Your instructions
Whenever a line of the material contains the string "Left", it should be copied.

Input material
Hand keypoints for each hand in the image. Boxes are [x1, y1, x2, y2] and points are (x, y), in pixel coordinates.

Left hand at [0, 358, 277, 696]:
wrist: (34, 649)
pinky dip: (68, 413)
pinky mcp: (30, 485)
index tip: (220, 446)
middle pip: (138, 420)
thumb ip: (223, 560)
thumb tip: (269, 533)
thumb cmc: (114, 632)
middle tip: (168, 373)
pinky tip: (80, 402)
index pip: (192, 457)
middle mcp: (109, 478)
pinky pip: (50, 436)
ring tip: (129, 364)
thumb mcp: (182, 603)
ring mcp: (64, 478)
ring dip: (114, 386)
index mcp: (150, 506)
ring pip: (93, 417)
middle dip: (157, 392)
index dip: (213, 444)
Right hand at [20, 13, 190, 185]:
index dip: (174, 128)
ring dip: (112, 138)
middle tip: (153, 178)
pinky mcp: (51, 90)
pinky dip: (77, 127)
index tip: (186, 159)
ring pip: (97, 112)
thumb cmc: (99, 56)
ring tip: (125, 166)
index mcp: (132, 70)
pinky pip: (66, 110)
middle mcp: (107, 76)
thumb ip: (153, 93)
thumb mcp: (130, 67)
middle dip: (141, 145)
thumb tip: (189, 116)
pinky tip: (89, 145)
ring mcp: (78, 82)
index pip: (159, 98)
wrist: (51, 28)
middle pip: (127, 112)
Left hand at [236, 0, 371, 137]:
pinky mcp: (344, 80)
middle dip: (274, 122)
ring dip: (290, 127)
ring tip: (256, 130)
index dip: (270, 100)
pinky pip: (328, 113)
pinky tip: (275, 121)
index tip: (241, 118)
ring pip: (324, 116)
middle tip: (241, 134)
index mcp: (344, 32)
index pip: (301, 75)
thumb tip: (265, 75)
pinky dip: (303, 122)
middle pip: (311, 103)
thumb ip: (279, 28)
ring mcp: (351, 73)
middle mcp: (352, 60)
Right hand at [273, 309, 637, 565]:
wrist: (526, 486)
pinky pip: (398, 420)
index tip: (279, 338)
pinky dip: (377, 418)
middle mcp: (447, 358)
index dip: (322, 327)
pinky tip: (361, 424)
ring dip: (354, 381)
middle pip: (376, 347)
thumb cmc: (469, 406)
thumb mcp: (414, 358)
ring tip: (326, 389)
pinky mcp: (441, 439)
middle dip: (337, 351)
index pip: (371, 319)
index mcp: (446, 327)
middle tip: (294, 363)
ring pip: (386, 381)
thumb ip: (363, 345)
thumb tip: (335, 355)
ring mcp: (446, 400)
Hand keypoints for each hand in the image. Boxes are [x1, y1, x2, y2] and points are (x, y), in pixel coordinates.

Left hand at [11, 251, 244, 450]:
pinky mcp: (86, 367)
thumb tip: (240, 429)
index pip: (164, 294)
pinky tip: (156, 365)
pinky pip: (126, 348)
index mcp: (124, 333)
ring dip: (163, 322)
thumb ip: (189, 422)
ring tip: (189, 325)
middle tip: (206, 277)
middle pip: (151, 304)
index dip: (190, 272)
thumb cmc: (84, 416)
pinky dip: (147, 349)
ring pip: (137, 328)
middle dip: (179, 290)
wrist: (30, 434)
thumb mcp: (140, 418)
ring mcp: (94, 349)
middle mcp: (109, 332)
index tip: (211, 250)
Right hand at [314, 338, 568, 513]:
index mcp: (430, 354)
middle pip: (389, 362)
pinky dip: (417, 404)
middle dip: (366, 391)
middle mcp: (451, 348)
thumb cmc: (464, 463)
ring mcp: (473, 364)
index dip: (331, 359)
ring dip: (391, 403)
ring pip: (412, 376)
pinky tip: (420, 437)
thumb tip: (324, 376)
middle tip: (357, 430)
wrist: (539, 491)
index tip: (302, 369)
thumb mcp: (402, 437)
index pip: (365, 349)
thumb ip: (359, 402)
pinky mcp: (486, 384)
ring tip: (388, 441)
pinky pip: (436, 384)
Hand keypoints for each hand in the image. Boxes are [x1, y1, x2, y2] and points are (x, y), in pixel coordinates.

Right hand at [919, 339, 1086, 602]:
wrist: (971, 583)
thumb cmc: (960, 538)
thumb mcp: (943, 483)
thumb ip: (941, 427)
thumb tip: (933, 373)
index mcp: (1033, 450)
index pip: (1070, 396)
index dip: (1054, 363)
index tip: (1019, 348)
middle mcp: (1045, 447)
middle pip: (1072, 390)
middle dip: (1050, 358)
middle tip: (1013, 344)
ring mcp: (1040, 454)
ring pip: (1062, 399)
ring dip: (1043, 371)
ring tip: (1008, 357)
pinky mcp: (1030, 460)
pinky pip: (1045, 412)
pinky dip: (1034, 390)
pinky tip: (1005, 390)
* * *
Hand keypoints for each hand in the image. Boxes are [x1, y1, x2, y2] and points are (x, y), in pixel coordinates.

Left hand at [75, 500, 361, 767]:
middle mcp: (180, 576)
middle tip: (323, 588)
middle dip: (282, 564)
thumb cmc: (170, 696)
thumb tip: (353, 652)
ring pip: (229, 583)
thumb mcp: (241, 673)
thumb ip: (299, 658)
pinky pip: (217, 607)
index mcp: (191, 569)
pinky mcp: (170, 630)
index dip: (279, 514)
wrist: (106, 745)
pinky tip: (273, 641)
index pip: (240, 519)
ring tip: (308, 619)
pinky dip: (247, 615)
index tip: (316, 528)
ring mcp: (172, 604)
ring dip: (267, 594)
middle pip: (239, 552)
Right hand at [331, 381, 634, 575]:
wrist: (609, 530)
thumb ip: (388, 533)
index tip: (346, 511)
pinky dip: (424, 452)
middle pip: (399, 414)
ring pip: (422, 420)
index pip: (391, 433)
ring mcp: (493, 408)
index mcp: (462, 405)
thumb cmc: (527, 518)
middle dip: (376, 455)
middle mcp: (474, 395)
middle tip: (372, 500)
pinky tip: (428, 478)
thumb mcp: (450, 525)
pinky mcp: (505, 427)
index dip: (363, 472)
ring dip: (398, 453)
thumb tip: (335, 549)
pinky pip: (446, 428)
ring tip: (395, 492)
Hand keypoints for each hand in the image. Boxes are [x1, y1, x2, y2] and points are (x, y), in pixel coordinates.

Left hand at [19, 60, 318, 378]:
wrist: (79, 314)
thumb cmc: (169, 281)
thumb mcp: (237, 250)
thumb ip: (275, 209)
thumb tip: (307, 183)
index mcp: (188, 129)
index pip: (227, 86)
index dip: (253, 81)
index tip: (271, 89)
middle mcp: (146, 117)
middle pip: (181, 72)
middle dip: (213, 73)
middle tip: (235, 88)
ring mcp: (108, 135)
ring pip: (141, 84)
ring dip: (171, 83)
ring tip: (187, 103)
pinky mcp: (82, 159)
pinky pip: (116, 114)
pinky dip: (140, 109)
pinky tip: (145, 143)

Answer box
Left hand at [0, 358, 277, 696]:
Left hand at [236, 0, 371, 137]:
Left hand at [11, 251, 244, 450]:
Left hand at [75, 500, 361, 767]:
Left hand at [19, 60, 318, 378]:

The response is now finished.